What is “mathematics”? From the well renomed dictionary Merriam-Webster we find it defined as
the science of numbers and their operations, interrelations, combinations, generalizations, and abstractions and of space configurations and their structure, measurement, transformations, and generalizations
What I want you to notice here is that the description does not explain or even mention any mathematical operations. Neither are numbers mentioned, as most of us relates to mathematics. The definition is short, abstract and probably incomprehensible to the general public. But in a scientific context I’m sure it is a valid and good definition. How things are done in mathematics are to be found other places.
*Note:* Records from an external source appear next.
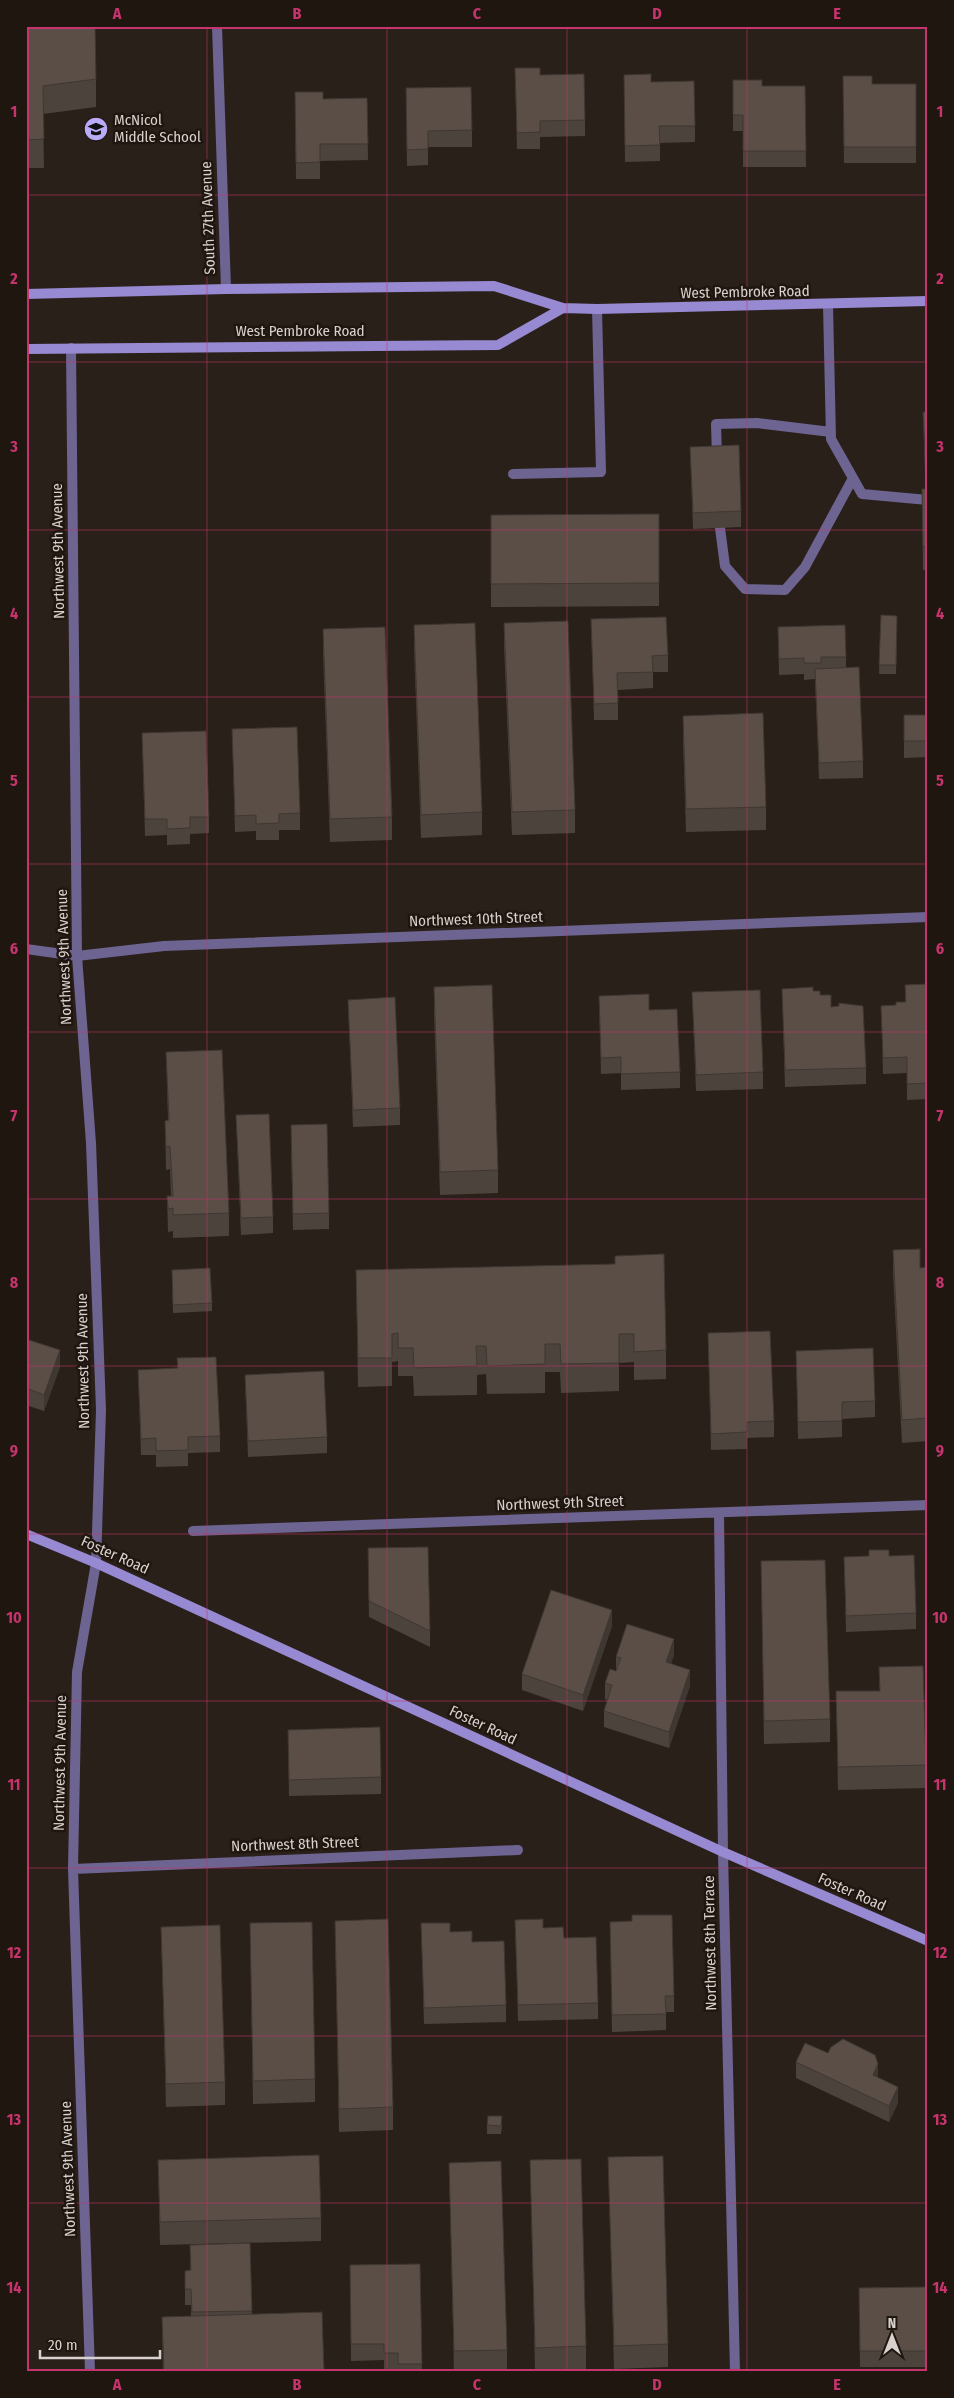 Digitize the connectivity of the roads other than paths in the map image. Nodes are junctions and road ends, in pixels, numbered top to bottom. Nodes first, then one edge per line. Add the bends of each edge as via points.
1 (217, 26) edge
2 (226, 288) junction
3 (26, 294) edge
4 (928, 301) edge
5 (828, 305) junction
6 (563, 308) junction
7 (597, 309) junction
8 (71, 348) junction
9 (26, 349) edge
10 (831, 432) junction
11 (717, 462) edge
12 (513, 474) dead end
13 (853, 478) junction
14 (928, 500) edge
15 (720, 528) edge
16 (928, 917) edge
17 (26, 949) edge
18 (77, 956) junction
19 (928, 1506) edge
20 (719, 1512) junction
21 (193, 1530) dead end
22 (26, 1534) edge
23 (96, 1562) junction
24 (518, 1850) dead end
25 (723, 1852) junction
26 (73, 1869) junction
27 (928, 1941) edge
28 (90, 2372) edge
29 (734, 2372) edge

1 - 2 street, South 27th Avenue
2 - 3 main road, West Pembroke Road
2 - 6 main road, West Pembroke Road via 494,286
4 - 5 main road, West Pembroke Road
5 - 7 main road, West Pembroke Road
5 - 10 street
6 - 7 main road, West Pembroke Road
6 - 8 main road, West Pembroke Road via 498,345
7 - 12 street via 601,472
8 - 9 main road, West Pembroke Road
8 - 18 street, Northwest 9th Avenue
10 - 11 street via 757,423 716,424
10 - 13 street via 831,439
13 - 14 street via 862,494
13 - 15 street via 805,567 785,590 745,589 725,566
16 - 18 street, Northwest 10th Street via 164,946
17 - 18 street, Northwest 10th Street
18 - 23 street, Northwest 9th Avenue via 91,1143 101,1410
19 - 20 street, Northwest 9th Street
20 - 21 street, Northwest 9th Street
20 - 25 street, Northwest 8th Terrace
22 - 23 main road, Foster Road
23 - 25 main road, Foster Road
23 - 26 street, Northwest 9th Avenue via 77,1672
24 - 26 street, Northwest 8th Street
25 - 27 main road, Foster Road
25 - 29 street, Northwest 8th Terrace
26 - 28 street, Northwest 9th Avenue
How would you explain mathematics to a child? Probably by examples including counting, and maybe simple examples of addition and subtraction. It is very unlikely that your explanation will be as complementary as the definition. It is just as likely that no other adults will use the exact same explanation as you. But still, all of the explanations can be good for the child that receives it.
Would it be right to say that your explanation is a definition of mathmatics? No, obviously. In a scholar or a scientific context it will fall through. Can you see that such explanation and the formal definition both can be useful, in different situations, for different audience?
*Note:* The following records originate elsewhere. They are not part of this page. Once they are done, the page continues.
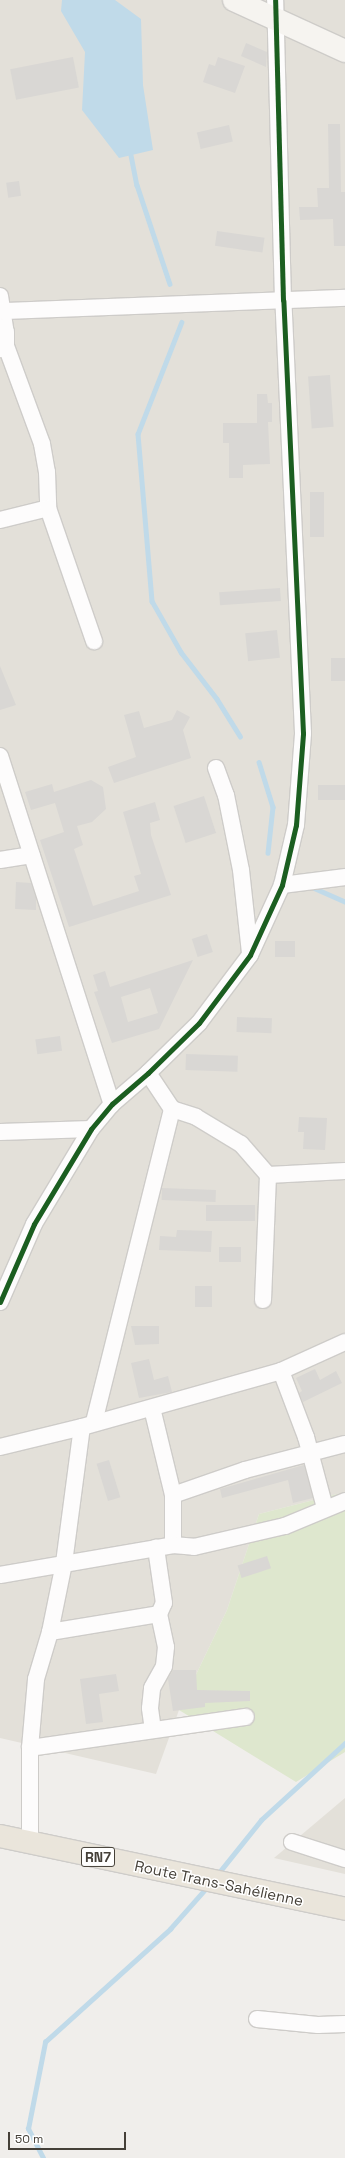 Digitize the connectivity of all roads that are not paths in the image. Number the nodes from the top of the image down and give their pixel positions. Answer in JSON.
{"nodes":[{"id":1,"x":234,"y":0,"type":"edge"},
{"id":2,"x":275,"y":10,"type":"edge"},
{"id":3,"x":345,"y":51,"type":"edge"},
{"id":4,"x":345,"y":298,"type":"edge"},
{"id":5,"x":283,"y":300,"type":"junction"},
{"id":6,"x":1,"y":304,"type":"edge"},
{"id":7,"x":3,"y":347,"type":"edge"},
{"id":8,"x":48,"y":508,"type":"junction"},
{"id":9,"x":0,"y":520,"type":"edge"},
{"id":10,"x":94,"y":641,"type":"dead end"},
{"id":11,"x":0,"y":756,"type":"edge"},
{"id":12,"x":216,"y":768,"type":"dead end"},
{"id":13,"x":32,"y":855,"type":"junction"},
{"id":14,"x":0,"y":860,"type":"edge"},
{"id":15,"x":345,"y":877,"type":"edge"},
{"id":16,"x":282,"y":885,"type":"junction"},
{"id":17,"x":250,"y":954,"type":"junction"},
{"id":18,"x":148,"y":1073,"type":"junction"},
{"id":19,"x":112,"y":1104,"type":"junction"},
{"id":20,"x":172,"y":1109,"type":"junction"},
{"id":21,"x":91,"y":1129,"type":"junction"},
{"id":22,"x":0,"y":1132,"type":"edge"},
{"id":23,"x":345,"y":1171,"type":"edge"},
{"id":24,"x":268,"y":1175,"type":"junction"},
{"id":25,"x":263,"y":1300,"type":"dead end"},
{"id":26,"x":0,"y":1302,"type":"edge"},
{"id":27,"x":345,"y":1342,"type":"edge"},
{"id":28,"x":281,"y":1371,"type":"junction"},
{"id":29,"x":152,"y":1408,"type":"junction"},
{"id":30,"x":88,"y":1425,"type":"junction"},
{"id":31,"x":345,"y":1444,"type":"edge"},
{"id":32,"x":0,"y":1447,"type":"edge"},
{"id":33,"x":310,"y":1453,"type":"junction"},
{"id":34,"x":173,"y":1495,"type":"junction"},
{"id":35,"x":345,"y":1501,"type":"edge"},
{"id":36,"x":325,"y":1508,"type":"junction"},
{"id":37,"x":173,"y":1545,"type":"junction"},
{"id":38,"x":156,"y":1548,"type":"junction"},
{"id":39,"x":64,"y":1563,"type":"junction"},
{"id":40,"x":0,"y":1575,"type":"edge"},
{"id":41,"x":159,"y":1614,"type":"junction"},
{"id":42,"x":50,"y":1632,"type":"junction"},
{"id":43,"x":246,"y":1717,"type":"dead end"},
{"id":44,"x":153,"y":1730,"type":"junction"},
{"id":45,"x":30,"y":1748,"type":"junction"},
{"id":46,"x":0,"y":1836,"type":"edge"},
{"id":47,"x":30,"y":1842,"type":"junction"},
{"id":48,"x":292,"y":1842,"type":"dead end"},
{"id":49,"x":345,"y":1859,"type":"edge"},
{"id":50,"x":345,"y":1909,"type":"edge"},
{"id":51,"x":257,"y":2019,"type":"dead end"},
{"id":52,"x":345,"y":2024,"type":"edge"}],
"edges":[{"from":1,"to":2,"type":"street"},
{"from":2,"to":3,"type":"street"},
{"from":2,"to":5,"type":"street"},
{"from":4,"to":5,"type":"street"},
{"from":5,"to":6,"type":"street"},
{"from":5,"to":16,"type":"street"},
{"from":6,"to":7,"type":"street"},
{"from":7,"to":8,"type":"street"},
{"from":8,"to":9,"type":"street"},
{"from":8,"to":10,"type":"street"},
{"from":11,"to":13,"type":"street"},
{"from":12,"to":17,"type":"street"},
{"from":13,"to":14,"type":"street"},
{"from":13,"to":19,"type":"street"},
{"from":15,"to":16,"type":"street"},
{"from":16,"to":17,"type":"street"},
{"from":17,"to":18,"type":"street"},
{"from":18,"to":19,"type":"street"},
{"from":18,"to":20,"type":"street"},
{"from":19,"to":21,"type":"street"},
{"from":20,"to":24,"type":"street"},
{"from":20,"to":30,"type":"street"},
{"from":21,"to":22,"type":"street"},
{"from":21,"to":26,"type":"street"},
{"from":23,"to":24,"type":"street"},
{"from":24,"to":25,"type":"street"},
{"from":27,"to":28,"type":"street"},
{"from":28,"to":29,"type":"street"},
{"from":28,"to":33,"type":"street"},
{"from":29,"to":30,"type":"street"},
{"from":29,"to":34,"type":"street"},
{"from":30,"to":32,"type":"street"},
{"from":30,"to":39,"type":"street"},
{"from":31,"to":33,"type":"street"},
{"from":33,"to":34,"type":"street"},
{"from":33,"to":36,"type":"street"},
{"from":34,"to":37,"type":"street"},
{"from":35,"to":36,"type":"street"},
{"from":36,"to":37,"type":"street"},
{"from":37,"to":38,"type":"street"},
{"from":38,"to":39,"type":"street"},
{"from":38,"to":41,"type":"street"},
{"from":39,"to":40,"type":"street"},
{"from":39,"to":42,"type":"street"},
{"from":41,"to":42,"type":"street"},
{"from":41,"to":44,"type":"street"},
{"from":42,"to":45,"type":"street"},
{"from":43,"to":44,"type":"street"},
{"from":44,"to":45,"type":"street"},
{"from":45,"to":47,"type":"street"},
{"from":46,"to":47,"type":"highway","name":"Route Trans-Sahélienne","number":"RN7"},
{"from":47,"to":50,"type":"highway","name":"Route Trans-Sahélienne","number":"RN7"},
{"from":48,"to":49,"type":"street"},
{"from":51,"to":52,"type":"street"}]}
So how is this when it comes to reflexology?
I will use the “definition” by RAA as an example.
Reflexology, an integrative health practice, maps a reflection of the body predominately on the feet, hands and outer ears. It uses unique manual techniques to deliver pressure to neural pathways assisting the body to function optimally.
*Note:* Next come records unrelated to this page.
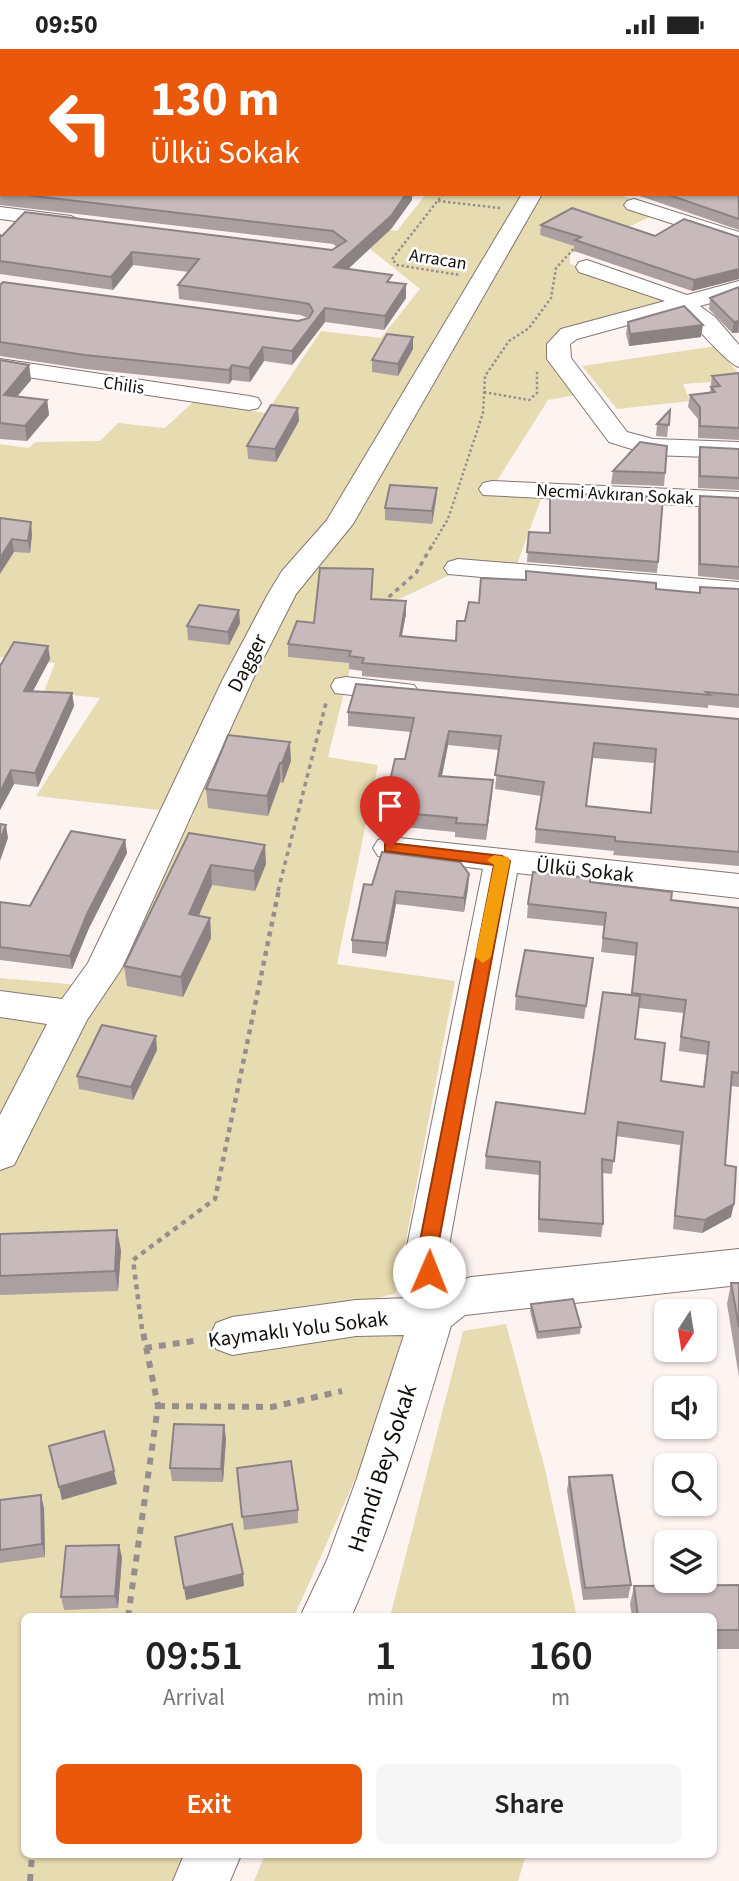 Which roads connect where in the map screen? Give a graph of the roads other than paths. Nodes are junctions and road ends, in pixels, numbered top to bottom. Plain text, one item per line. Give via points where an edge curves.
1 (527, 202) edge
2 (634, 205) dead end
3 (0, 213) edge
4 (97, 225) edge
5 (739, 239) edge
6 (577, 267) road end
7 (739, 288) edge
8 (687, 304) junction
9 (739, 361) edge
10 (0, 366) edge
11 (249, 403) dead end
12 (739, 450) edge
13 (492, 489) dead end
14 (739, 500) edge
15 (458, 568) dead end
16 (739, 591) edge
17 (337, 691) road end
18 (427, 694) edge
19 (390, 848) dead end
20 (502, 861) junction
21 (739, 886) edge
22 (0, 1005) edge
23 (71, 1014) junction
24 (0, 1154) edge
25 (739, 1267) edge
26 (432, 1316) junction
27 (232, 1336) road end
28 (327, 1613) edge
29 (212, 1858) edge
30 (201, 1881) edge

1 - 23 street, Dagger via 339,524 282,594 104,968
2 - 5 street
3 - 4 street
6 - 8 street via 662,291
7 - 8 street
8 - 9 street
8 - 12 street via 569,334 557,345 559,359 618,437 651,447
10 - 11 street, Chilis
13 - 14 street, Necmi Avkıran Sokak
15 - 16 street
17 - 18 street
19 - 20 street, Ülkü Sokak
20 - 21 street, Ülkü Sokak
20 - 26 street via 427,1251
22 - 23 street
23 - 24 street, Dagger
25 - 26 street, Kaymaklı Yolu Sokak via 471,1295 452,1301
26 - 27 street, Kaymaklı Yolu Sokak via 356,1318
26 - 28 street, Hamdi Bey Sokak via 381,1478
29 - 30 street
Is this a definition or a discription? I will not do an analysis of it here, but will comment some parts of it. If reflexology is an integrative health practices it is not a medical scientific fact, but the way it is categorised in a given country. If we use mathematics as an analogous example, there is no need to mention any theories about its mechanisms of action. Mentioning neural pathways are unnecessary. As has been argued before: A statement does not become a definition just because someone claims it to be one. I’m sure the statement works well for RAA, but it would actually be more precise if the beginning becomes reformulated. “We describe reflexology as …” or “For us reflexology is …” could work.
What if we go to the extreme and try to define it the way mathematics has been defined in the above example? I give it a try.
Reflexology is the practice of using the body’s reflexological properties to improve the state of the body.
No law, no policy, no bragging, no speculations in mechanisms of action, no specific technique.
Of course it then would remain to describe all the properties and mechanisms of reflexology. And I put my head on the block.
The reflexological properties of a body is what is in action when by stimulating one place of the body it will change the state other places on the body. The places wich reacts are organised as topographic maps of the whole or parts of the body. The stimuli can be healing or harming. The reactions will be according to this.
You might find it strange what is said about harming. If you injury your elbow somehow, then elbow reflexes will become active. This also happens by the reflexological properties of the body. It works both ways. But the therapy reflexology utilizes this mechanism only to heal.